San Diego Padres, 1968.
Thirty-two years of PCL baseball came to an end as the Padres changed players and leagues. The Phillies' affiliate finished in second place in the East, although attendance was down almost 50,000 from the previous season. Major league stars met each other going in opposite directions on this team as the youthful Larry Hisle prepared for a trip to the Phillies and veteran first baseman Jim Gentile closed out his career.
Seattle Angels, 1968.
As the short-lived Seattle Pilots prepared for expansion, the Angels finished in mediocre style before 130,862 fans. The main topic in the bullpen may well have been World Series rings as its occupants included Jim Bouton, Bill Stafford, Larry Sherry, Rollie Sheldon, Jim Coates, and Jim O'Toole.
Denver Zephyrs, 1992.
A lengthy minor league history in five different leagues came to an end as the Zephyrs finished 1992 in second place in their division. Anticipation for a major league franchise must have run high as attendance dropped over 200,000 from 1991. Tony Muser's charges included MVP third baseman Jim Tatum and future Brewer Cal Eldred.
Phoenix Firebirds, 1997.
The 1997 Firebirds represented the last Phoenix team in minor league baseball. After fielding teams in six different minor leagues, the city went out a winner, with a league-leading 88-55 record. Desi Wilson and Dan Carlson led the team to a second-place finish in the first half and a dominating 49-22 record during the second half. 209,678 fans watched as they were about to go from a Giants affiliate to a rival. (Several errors in the original version of this account were corrected by John Duncan, a fan of Phoenix baseball and Baseball Almanac.)
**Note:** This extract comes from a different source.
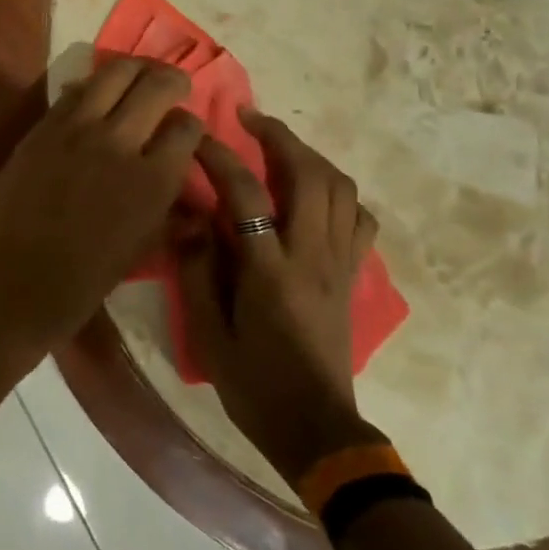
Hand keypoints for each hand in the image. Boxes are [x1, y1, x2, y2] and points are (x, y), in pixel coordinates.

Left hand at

Lame ducks are known more for their failures than their accomplishments. These teams were more successful on the field than in the stands, as their won-lost record was better during their last season than the previous one. However, attendance dropped by 8% for the same time period. The fact that average attendance per game grew from 2,377 for the final minor league season to 22,560 for the initial major league season makes those figures meaningless.
Each AAA city that joined the majors caused a Double-A city to move up a notch, and a lower one in turn. The lowest leagues, left with only their weakest members, faced economic reality and folded. Fans turned to television, players called it quits, and fields were torn down to make room for a McDonalds or Wal-Mart. For every Milwaukee that made the show, a Ponca City closed its gates. For every Knoop that mounted the expansion bandwagon, a Smith boarded a homeward bus. For every hoped for World Series pennant, a footnote for history.